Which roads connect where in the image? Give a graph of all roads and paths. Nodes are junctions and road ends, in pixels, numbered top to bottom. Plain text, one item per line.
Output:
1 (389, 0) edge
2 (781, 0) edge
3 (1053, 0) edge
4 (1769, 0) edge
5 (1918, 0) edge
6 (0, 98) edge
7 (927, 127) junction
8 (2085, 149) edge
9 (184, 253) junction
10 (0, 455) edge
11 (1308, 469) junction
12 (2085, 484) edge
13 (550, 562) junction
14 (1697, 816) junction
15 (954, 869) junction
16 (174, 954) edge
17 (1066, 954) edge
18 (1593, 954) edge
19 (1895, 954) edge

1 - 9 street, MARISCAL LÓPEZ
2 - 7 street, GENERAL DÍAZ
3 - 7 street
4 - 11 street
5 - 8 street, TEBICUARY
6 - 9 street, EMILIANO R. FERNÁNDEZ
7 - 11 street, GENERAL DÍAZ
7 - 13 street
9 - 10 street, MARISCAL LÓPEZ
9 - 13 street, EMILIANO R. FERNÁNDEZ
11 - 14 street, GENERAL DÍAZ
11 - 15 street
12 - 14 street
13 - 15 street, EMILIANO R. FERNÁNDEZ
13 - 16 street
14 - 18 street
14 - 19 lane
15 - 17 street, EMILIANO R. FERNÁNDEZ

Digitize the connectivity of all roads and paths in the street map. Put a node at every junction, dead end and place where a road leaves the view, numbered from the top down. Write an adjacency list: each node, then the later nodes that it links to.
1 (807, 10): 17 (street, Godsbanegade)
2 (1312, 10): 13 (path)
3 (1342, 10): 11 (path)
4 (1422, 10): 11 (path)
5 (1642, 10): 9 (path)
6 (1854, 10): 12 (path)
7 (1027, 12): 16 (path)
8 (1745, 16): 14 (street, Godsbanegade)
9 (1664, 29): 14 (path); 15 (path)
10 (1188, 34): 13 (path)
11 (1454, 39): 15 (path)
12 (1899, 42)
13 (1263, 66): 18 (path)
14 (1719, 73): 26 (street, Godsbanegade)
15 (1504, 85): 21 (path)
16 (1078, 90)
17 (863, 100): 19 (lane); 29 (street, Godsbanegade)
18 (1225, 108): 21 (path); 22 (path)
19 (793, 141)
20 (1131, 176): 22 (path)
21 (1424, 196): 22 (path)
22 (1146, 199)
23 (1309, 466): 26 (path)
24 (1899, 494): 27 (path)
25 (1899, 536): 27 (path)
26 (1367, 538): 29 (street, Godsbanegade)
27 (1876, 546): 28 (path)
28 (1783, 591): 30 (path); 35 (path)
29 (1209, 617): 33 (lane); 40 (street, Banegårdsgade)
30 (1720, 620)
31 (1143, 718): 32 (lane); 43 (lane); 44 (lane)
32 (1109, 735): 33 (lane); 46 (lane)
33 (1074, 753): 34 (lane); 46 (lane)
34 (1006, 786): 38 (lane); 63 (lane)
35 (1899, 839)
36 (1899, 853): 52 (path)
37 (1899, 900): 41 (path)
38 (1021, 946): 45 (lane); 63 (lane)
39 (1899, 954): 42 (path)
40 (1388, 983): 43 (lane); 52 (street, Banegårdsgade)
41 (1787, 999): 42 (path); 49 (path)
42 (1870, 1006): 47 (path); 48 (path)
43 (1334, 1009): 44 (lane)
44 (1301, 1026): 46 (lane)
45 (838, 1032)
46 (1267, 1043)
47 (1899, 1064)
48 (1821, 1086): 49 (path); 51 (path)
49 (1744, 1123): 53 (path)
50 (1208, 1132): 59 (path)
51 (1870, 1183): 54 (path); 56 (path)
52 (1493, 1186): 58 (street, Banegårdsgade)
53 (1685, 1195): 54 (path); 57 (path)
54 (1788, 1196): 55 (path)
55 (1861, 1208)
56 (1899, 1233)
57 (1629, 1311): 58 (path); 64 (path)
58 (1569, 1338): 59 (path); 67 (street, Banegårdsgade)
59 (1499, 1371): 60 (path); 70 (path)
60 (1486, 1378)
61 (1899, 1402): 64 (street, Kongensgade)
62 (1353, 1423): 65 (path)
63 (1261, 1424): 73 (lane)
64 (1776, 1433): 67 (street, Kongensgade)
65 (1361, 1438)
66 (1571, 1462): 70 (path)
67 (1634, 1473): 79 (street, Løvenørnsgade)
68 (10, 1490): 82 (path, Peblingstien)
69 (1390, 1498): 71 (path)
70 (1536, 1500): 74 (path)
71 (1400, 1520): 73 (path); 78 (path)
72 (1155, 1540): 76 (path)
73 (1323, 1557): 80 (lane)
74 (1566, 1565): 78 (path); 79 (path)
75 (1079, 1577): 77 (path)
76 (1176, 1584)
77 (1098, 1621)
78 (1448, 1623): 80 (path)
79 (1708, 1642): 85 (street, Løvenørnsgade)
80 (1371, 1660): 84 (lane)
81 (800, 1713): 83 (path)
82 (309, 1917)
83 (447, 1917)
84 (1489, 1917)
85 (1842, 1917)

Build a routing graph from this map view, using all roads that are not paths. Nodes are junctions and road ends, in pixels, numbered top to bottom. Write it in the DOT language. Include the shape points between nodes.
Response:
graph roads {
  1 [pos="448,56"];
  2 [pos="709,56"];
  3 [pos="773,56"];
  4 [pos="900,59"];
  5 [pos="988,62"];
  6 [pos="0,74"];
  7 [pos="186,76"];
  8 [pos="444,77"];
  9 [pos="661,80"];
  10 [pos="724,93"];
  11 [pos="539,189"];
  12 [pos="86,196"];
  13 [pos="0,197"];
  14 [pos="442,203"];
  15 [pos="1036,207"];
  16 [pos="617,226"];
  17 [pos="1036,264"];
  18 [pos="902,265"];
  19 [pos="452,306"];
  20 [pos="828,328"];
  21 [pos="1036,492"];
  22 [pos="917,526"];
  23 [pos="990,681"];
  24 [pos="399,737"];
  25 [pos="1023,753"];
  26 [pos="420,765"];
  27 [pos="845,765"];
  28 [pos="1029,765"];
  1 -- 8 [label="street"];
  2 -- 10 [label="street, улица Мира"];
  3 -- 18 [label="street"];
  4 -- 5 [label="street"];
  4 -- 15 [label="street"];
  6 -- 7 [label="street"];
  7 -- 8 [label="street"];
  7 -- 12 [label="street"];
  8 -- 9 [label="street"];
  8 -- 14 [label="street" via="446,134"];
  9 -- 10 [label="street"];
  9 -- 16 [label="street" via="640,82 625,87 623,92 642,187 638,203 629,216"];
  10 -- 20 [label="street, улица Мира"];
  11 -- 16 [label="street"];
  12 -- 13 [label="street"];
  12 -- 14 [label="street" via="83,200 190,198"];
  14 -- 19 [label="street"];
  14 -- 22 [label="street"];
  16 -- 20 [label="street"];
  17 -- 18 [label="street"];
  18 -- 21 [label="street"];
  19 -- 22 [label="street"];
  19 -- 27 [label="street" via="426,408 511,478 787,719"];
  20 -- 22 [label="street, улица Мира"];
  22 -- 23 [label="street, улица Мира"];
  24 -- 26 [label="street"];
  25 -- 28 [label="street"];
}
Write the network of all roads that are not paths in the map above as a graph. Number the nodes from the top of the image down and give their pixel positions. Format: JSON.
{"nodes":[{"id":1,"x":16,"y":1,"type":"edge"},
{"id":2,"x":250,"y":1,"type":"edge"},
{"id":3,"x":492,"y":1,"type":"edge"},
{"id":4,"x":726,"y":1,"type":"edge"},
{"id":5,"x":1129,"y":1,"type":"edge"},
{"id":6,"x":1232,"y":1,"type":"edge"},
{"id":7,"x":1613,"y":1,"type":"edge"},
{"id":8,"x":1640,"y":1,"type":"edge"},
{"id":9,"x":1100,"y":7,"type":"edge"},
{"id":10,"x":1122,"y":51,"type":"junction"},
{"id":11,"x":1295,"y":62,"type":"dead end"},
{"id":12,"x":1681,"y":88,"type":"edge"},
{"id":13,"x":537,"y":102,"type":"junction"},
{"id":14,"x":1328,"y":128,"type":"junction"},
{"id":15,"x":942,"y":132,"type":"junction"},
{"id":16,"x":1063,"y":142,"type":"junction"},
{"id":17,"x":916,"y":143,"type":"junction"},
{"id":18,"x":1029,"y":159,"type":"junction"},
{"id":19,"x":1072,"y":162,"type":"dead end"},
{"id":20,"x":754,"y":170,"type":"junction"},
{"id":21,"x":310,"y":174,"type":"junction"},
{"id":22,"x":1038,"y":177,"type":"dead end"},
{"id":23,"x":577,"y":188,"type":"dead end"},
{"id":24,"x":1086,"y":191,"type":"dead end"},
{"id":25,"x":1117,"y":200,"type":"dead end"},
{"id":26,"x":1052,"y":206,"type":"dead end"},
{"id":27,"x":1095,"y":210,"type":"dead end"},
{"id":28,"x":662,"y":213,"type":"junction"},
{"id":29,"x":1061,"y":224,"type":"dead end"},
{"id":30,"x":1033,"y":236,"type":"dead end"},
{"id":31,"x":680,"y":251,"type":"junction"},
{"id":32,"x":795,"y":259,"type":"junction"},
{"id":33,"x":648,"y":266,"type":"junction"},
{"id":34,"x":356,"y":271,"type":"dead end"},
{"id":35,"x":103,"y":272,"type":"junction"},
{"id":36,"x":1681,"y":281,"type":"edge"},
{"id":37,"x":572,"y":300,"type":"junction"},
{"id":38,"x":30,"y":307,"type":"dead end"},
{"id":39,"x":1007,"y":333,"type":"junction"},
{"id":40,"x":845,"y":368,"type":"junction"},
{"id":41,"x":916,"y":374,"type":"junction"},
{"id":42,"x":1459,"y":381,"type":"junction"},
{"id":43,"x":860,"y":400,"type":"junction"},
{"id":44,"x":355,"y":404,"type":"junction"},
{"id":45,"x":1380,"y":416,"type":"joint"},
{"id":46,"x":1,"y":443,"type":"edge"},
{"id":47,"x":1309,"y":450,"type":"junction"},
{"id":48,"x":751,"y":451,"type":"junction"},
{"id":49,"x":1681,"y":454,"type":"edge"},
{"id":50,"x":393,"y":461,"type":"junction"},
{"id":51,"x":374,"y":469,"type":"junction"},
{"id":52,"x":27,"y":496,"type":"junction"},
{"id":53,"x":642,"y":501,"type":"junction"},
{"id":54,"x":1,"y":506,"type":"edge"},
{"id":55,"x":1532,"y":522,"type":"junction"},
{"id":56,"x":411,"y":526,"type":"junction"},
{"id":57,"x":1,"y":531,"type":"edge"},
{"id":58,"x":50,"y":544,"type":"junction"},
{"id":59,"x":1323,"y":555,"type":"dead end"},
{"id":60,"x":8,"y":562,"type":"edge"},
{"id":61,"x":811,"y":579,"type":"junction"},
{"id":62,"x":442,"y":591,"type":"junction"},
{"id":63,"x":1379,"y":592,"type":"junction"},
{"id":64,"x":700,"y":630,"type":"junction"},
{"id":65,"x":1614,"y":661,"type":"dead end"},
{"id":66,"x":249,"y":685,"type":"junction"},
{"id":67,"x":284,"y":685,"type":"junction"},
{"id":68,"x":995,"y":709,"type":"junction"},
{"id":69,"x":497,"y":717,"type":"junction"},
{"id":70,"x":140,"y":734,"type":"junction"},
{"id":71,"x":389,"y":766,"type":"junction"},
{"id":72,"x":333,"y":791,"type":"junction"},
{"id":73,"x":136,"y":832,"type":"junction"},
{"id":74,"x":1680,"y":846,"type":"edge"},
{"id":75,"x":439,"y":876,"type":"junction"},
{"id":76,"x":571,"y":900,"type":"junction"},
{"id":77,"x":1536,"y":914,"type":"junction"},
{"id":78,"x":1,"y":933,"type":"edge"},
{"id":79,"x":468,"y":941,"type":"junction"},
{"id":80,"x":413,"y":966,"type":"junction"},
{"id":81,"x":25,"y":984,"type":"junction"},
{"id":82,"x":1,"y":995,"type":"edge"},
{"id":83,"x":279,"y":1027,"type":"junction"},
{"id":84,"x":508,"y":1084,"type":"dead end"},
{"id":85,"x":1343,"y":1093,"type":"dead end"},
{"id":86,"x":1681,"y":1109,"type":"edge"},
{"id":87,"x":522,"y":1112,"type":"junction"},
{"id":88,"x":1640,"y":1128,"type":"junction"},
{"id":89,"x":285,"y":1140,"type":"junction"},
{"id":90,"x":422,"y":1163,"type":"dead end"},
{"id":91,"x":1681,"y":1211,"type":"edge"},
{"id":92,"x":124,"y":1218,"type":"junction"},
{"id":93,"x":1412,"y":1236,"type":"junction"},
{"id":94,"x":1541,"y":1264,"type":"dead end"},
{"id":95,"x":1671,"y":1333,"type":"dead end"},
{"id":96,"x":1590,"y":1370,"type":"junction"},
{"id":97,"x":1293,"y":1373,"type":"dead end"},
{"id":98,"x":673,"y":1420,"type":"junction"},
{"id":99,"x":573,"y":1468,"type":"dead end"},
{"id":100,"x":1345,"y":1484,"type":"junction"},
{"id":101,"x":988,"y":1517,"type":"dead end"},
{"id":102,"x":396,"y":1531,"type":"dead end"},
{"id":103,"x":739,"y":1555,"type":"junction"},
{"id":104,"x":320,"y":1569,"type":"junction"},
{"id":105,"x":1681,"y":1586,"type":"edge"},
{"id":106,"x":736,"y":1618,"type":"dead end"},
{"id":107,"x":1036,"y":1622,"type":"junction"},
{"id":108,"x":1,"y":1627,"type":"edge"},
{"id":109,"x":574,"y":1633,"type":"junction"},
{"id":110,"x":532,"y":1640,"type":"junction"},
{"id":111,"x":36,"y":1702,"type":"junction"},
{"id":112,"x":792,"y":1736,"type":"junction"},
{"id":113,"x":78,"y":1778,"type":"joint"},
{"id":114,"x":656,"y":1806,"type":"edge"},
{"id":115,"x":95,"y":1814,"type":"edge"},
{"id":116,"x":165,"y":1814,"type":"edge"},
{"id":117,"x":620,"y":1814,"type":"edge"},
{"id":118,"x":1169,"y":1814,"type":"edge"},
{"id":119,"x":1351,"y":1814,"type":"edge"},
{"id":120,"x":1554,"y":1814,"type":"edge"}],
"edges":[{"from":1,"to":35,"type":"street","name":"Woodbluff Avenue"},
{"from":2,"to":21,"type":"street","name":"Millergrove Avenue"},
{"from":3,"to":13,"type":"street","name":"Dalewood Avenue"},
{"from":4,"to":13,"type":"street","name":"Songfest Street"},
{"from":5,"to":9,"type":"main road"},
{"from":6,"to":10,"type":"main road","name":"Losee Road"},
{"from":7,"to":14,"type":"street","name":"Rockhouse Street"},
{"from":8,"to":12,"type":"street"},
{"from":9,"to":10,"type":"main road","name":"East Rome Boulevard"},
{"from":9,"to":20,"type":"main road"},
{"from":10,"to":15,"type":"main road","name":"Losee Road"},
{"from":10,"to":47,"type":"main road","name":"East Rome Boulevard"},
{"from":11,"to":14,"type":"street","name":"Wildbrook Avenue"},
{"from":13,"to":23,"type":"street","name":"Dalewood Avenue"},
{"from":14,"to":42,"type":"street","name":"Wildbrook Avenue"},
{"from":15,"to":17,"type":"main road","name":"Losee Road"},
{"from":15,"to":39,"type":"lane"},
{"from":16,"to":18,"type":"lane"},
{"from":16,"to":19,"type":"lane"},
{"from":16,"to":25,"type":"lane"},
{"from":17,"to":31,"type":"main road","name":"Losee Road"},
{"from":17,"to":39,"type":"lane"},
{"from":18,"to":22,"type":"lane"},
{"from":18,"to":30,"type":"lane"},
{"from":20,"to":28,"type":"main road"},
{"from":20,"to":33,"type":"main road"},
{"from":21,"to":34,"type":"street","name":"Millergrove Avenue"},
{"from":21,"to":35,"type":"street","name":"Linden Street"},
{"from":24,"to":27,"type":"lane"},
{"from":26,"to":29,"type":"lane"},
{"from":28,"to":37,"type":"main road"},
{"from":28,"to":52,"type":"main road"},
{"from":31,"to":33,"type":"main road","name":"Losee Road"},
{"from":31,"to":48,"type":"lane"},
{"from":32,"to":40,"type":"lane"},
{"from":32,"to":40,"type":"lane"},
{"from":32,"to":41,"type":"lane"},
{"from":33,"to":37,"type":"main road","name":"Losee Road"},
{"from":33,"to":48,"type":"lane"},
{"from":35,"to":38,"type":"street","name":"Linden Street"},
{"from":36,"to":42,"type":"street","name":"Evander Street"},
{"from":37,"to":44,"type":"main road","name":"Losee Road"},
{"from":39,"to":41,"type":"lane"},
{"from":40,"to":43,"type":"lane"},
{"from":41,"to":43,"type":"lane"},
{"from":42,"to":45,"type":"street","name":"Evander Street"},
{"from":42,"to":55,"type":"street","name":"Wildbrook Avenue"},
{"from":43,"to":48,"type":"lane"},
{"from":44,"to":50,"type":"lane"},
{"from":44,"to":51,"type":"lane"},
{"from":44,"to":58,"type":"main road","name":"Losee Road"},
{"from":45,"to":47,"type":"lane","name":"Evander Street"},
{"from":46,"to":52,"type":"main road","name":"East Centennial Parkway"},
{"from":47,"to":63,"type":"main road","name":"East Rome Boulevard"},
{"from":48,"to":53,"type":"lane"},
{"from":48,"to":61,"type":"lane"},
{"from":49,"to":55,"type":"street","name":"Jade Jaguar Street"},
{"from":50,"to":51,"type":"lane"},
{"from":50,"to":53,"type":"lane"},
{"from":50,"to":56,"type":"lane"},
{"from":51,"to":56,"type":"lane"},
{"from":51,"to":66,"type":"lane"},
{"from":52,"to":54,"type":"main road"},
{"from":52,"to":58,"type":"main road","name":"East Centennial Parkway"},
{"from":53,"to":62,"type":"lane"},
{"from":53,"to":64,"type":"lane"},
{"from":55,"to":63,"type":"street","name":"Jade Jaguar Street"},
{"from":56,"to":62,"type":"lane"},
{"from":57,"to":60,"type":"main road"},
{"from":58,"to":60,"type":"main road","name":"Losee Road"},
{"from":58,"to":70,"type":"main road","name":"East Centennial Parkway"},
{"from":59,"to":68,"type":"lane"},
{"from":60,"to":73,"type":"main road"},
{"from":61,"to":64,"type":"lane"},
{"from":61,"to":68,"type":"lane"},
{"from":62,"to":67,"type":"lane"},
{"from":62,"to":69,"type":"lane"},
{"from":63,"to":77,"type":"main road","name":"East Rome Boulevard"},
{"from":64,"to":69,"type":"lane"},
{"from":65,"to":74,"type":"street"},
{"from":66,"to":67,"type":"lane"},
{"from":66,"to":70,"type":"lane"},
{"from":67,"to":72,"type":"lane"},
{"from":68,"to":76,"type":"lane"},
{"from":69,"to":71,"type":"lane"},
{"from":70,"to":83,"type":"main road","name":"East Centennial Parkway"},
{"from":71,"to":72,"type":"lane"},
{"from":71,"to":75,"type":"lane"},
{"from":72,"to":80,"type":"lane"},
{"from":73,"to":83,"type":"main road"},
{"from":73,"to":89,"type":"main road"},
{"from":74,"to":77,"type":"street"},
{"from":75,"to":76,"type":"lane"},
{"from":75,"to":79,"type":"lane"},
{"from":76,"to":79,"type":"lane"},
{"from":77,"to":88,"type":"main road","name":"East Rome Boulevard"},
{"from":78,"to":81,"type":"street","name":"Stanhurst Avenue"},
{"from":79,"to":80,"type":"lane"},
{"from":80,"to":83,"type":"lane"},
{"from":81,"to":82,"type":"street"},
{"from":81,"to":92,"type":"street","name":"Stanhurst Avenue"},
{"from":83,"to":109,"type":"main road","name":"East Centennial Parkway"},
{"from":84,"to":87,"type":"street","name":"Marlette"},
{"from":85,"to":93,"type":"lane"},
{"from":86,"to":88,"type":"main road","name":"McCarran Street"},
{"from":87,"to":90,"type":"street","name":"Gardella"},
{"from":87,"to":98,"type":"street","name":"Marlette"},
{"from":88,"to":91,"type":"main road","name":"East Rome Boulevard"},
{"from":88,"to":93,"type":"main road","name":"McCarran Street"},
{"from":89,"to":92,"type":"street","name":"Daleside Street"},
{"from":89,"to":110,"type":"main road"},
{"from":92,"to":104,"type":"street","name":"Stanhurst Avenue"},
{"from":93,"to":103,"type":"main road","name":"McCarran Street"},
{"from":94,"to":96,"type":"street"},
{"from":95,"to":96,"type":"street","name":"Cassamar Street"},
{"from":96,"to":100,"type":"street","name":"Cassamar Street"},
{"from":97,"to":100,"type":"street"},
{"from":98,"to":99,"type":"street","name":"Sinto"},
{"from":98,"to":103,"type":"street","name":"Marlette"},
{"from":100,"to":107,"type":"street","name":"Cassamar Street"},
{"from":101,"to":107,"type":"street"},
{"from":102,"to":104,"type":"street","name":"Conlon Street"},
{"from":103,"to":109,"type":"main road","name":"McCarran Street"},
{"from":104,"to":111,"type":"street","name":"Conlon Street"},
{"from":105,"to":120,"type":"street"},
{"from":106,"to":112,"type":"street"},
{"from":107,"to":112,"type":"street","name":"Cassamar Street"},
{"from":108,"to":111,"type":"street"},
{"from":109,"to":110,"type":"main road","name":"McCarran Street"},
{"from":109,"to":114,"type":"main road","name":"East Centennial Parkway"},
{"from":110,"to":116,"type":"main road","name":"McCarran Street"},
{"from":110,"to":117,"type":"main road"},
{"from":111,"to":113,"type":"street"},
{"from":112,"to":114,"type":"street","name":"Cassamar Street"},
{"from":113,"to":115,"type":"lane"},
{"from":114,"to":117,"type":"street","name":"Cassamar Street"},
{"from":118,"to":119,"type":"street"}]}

● **Exercise brief**:
Whenever a line in the data holds "junctions", copy that line.

● **Result for this exercise**:
Which roads connect where in the image? Give a graph of all roads and paths. Nodes are junctions and road ends, in pixels, numbered top to bottom. Plain text, one item per line.
Build a routing graph from this map view, using all roads that are not paths. Nodes are junctions and road ends, in pixels, numbered top to bottom. Write it in the DOT language. Include the shape points between nodes.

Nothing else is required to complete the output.